5,000 nurse managers to lose out on wage rises under €35m deal
Around 5,000 nurses will lose out on wage rises under the new €35m-a-year pay deal, it has been confirmed.
Nurses who have managerial responsibility are not included in this round of pay rises recommended by the Labour Court.
Some of these nurses may benefit from changes to allowances but will have to wait until an expert group reports to have their wage rise examined.
The delay is expected to lead to some level of grievance among these nurses, who will challenge the Irish Nurses and Midwives Organisation (INMO) about their exclusion despite their level of responsibility.
It means some staff nurses at the top of the scale on a new contract worth €52,821 may be earning more than their manager.
General secretary of the INMO Phil Ní Sheaghdha said particular focus would be put on wage increases for nurses in managerial roles by the independent expert group, which is due to look at the modern role of the profession over six months.
She said an expert group would "examine, in a short period of time, remaining pay and reform issues including those affecting senior management grades".

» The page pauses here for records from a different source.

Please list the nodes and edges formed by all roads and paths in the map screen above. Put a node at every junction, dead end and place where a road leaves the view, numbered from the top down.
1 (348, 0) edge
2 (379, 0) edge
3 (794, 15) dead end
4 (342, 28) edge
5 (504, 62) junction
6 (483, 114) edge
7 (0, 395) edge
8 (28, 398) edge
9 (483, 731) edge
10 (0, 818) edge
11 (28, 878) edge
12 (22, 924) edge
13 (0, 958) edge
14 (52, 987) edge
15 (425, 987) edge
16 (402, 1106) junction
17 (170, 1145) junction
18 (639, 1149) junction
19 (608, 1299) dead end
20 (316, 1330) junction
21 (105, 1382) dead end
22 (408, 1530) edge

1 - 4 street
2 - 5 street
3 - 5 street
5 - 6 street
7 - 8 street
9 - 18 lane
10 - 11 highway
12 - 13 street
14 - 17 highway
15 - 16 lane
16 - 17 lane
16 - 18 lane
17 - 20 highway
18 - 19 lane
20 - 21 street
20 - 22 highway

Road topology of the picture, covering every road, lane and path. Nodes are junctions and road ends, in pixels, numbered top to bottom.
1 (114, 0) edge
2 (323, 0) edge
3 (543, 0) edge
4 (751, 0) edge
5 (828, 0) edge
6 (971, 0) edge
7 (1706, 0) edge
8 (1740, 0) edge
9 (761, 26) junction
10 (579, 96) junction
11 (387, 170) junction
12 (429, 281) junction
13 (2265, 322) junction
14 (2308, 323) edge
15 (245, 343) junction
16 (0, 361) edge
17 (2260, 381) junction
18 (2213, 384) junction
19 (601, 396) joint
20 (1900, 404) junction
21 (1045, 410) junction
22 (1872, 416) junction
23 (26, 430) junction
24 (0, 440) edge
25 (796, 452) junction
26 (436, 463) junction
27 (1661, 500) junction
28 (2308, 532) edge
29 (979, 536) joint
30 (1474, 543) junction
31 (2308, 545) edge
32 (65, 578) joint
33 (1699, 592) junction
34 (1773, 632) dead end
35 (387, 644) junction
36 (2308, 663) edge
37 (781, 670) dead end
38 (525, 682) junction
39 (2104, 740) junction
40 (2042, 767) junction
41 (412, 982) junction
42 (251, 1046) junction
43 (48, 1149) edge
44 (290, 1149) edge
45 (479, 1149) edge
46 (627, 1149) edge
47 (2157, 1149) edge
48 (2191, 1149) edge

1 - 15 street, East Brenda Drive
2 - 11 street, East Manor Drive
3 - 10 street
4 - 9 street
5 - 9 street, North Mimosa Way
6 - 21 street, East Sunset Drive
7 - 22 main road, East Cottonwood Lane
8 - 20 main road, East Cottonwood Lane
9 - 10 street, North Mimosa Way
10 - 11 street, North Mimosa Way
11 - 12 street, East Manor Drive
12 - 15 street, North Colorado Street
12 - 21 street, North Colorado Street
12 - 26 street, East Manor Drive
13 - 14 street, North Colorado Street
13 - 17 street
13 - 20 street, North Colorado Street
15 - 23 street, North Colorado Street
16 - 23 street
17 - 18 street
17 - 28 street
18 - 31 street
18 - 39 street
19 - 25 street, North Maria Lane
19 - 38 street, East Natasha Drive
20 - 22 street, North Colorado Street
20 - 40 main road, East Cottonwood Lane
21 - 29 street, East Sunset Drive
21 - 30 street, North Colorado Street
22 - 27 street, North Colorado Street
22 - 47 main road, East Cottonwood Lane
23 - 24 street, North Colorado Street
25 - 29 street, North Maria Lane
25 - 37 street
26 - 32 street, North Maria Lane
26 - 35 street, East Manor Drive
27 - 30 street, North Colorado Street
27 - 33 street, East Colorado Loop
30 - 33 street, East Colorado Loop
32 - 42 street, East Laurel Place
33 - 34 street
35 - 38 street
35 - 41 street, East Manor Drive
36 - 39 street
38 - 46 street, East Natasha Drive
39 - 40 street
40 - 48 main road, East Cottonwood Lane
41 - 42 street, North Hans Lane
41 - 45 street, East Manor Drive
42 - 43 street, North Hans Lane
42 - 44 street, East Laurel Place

The union is describing the Labour Court recommendation as phase one, with phase two yet to come.
It says a combination of a higher pay scale and an extension of allowances worth €2,229 and €3,350 will bring big benefits to a majority of its members.
The next step is to negotiate the detail of the new nurses' contract and the HSE is expected to ask for significant productivity concessions in return for the higher pay.
INMO members will be asked to ballot on the proposals between March 11 and March 25.
Figures from the Nursing and Midwifery Board of Ireland, the regulatory body for nurses, indicate a growing reliance on nurses from outside the EU to staff Irish hospitals and health facilities.
The number of nurses from outside the EU newly registered here quadrupled in the last four years from 343 to 1,143.
Newly registered EU-trained nurses, excluding Ireland, went up from 517 to 1,018 in the same four years.
The number of first-time registered Irish-trained nurses fell slightly from 1,389 to 1,342.
Between 2015 and 2018, the majority of nurses asking for verification - a certificate to work abroad - have trained in Ireland, India, the Philippines and the United Kingdom.
The nursing board pointed out that verification is only an intention to leave Ireland, and not all nurses who get one act on it.
Between 2015 to 2018, each year, nearly one-in-five nurses who asked for their verifications to leave were Irish-trained and in their first year of registration.
Nearly one in 10 were registered here for their third year.
During that time, an average of 1,360 Irish-trained nurses and midwives were being registered for the first time, every year.
Interest in working abroad is strongest among nurses who are most recently qualified, but it continues to a lesser degree in the early years of their career.
Meanwhile, hospital consultants may now be in a stronger position to close their pay gap of 30pc between new recruits and longer serving doctors.
The Public Service Pay Commission has already noted that the 30pc cut applied to post-2012 entrants was more stringent than for other groups, according to a report in 'Industrial Relations News'.
The commission also recognised that there is a recruitment problem among consultants.
The Irish Medical Organisation and the Irish Hospital Consultants Association have been seeking talks on the issues.